*** Block opens ***
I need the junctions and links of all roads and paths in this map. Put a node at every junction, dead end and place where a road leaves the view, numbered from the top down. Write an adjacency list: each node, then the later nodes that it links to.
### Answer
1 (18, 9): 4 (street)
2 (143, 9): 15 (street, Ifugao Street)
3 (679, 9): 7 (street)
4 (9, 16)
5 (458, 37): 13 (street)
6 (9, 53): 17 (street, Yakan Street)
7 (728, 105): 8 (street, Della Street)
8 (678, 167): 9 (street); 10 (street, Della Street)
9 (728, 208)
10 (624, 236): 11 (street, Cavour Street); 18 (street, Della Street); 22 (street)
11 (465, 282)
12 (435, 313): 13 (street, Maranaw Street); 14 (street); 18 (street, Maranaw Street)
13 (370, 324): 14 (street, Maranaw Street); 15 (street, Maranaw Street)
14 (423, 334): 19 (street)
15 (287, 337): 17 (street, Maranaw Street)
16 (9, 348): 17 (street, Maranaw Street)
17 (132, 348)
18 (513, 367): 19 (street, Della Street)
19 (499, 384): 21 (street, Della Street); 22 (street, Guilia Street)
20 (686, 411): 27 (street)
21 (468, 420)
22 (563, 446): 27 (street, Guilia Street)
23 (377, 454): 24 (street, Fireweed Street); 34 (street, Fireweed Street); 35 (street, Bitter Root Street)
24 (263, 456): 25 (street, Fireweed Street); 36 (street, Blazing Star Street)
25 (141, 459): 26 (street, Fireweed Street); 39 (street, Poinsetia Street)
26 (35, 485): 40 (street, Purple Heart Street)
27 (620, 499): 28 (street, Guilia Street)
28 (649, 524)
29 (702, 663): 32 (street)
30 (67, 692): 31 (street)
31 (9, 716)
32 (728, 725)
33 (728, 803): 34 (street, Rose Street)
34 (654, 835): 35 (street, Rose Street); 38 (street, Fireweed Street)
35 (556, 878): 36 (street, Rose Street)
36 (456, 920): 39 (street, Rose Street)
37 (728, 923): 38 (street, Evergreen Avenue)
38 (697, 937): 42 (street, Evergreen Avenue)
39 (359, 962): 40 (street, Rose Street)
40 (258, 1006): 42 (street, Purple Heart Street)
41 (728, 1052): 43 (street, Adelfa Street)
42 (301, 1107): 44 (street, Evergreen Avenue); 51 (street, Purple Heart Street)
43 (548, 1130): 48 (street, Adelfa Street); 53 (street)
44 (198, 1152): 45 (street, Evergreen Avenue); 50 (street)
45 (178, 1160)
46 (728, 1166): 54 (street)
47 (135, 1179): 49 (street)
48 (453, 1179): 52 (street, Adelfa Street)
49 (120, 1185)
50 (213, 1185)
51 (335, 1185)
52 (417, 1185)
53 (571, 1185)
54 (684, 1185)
*** Block closes ***
Exercise details » Print the listing once more, exactly as it stands above.

Answer to this problem »
I need the junctions and links of all roads and paths in this map. Put a node at every junction, dead end and place where a road leaves the view, numbered from the top down. Write an adjacency list: each node, then the later nodes that it links to.
### Answer
1 (18, 9): 4 (street)
2 (143, 9): 15 (street, Ifugao Street)
3 (679, 9): 7 (street)
4 (9, 16)
5 (458, 37): 13 (street)
6 (9, 53): 17 (street, Yakan Street)
7 (728, 105): 8 (street, Della Street)
8 (678, 167): 9 (street); 10 (street, Della Street)
9 (728, 208)
10 (624, 236): 11 (street, Cavour Street); 18 (street, Della Street); 22 (street)
11 (465, 282)
12 (435, 313): 13 (street, Maranaw Street); 14 (street); 18 (street, Maranaw Street)
13 (370, 324): 14 (street, Maranaw Street); 15 (street, Maranaw Street)
14 (423, 334): 19 (street)
15 (287, 337): 17 (street, Maranaw Street)
16 (9, 348): 17 (street, Maranaw Street)
17 (132, 348)
18 (513, 367): 19 (street, Della Street)
19 (499, 384): 21 (street, Della Street); 22 (street, Guilia Street)
20 (686, 411): 27 (street)
21 (468, 420)
22 (563, 446): 27 (street, Guilia Street)
23 (377, 454): 24 (street, Fireweed Street); 34 (street, Fireweed Street); 35 (street, Bitter Root Street)
24 (263, 456): 25 (street, Fireweed Street); 36 (street, Blazing Star Street)
25 (141, 459): 26 (street, Fireweed Street); 39 (street, Poinsetia Street)
26 (35, 485): 40 (street, Purple Heart Street)
27 (620, 499): 28 (street, Guilia Street)
28 (649, 524)
29 (702, 663): 32 (street)
30 (67, 692): 31 (street)
31 (9, 716)
32 (728, 725)
33 (728, 803): 34 (street, Rose Street)
34 (654, 835): 35 (street, Rose Street); 38 (street, Fireweed Street)
35 (556, 878): 36 (street, Rose Street)
36 (456, 920): 39 (street, Rose Street)
37 (728, 923): 38 (street, Evergreen Avenue)
38 (697, 937): 42 (street, Evergreen Avenue)
39 (359, 962): 40 (street, Rose Street)
40 (258, 1006): 42 (street, Purple Heart Street)
41 (728, 1052): 43 (street, Adelfa Street)
42 (301, 1107): 44 (street, Evergreen Avenue); 51 (street, Purple Heart Street)
43 (548, 1130): 48 (street, Adelfa Street); 53 (street)
44 (198, 1152): 45 (street, Evergreen Avenue); 50 (street)
45 (178, 1160)
46 (728, 1166): 54 (street)
47 (135, 1179): 49 (street)
48 (453, 1179): 52 (street, Adelfa Street)
49 (120, 1185)
50 (213, 1185)
51 (335, 1185)
52 (417, 1185)
53 (571, 1185)
54 (684, 1185)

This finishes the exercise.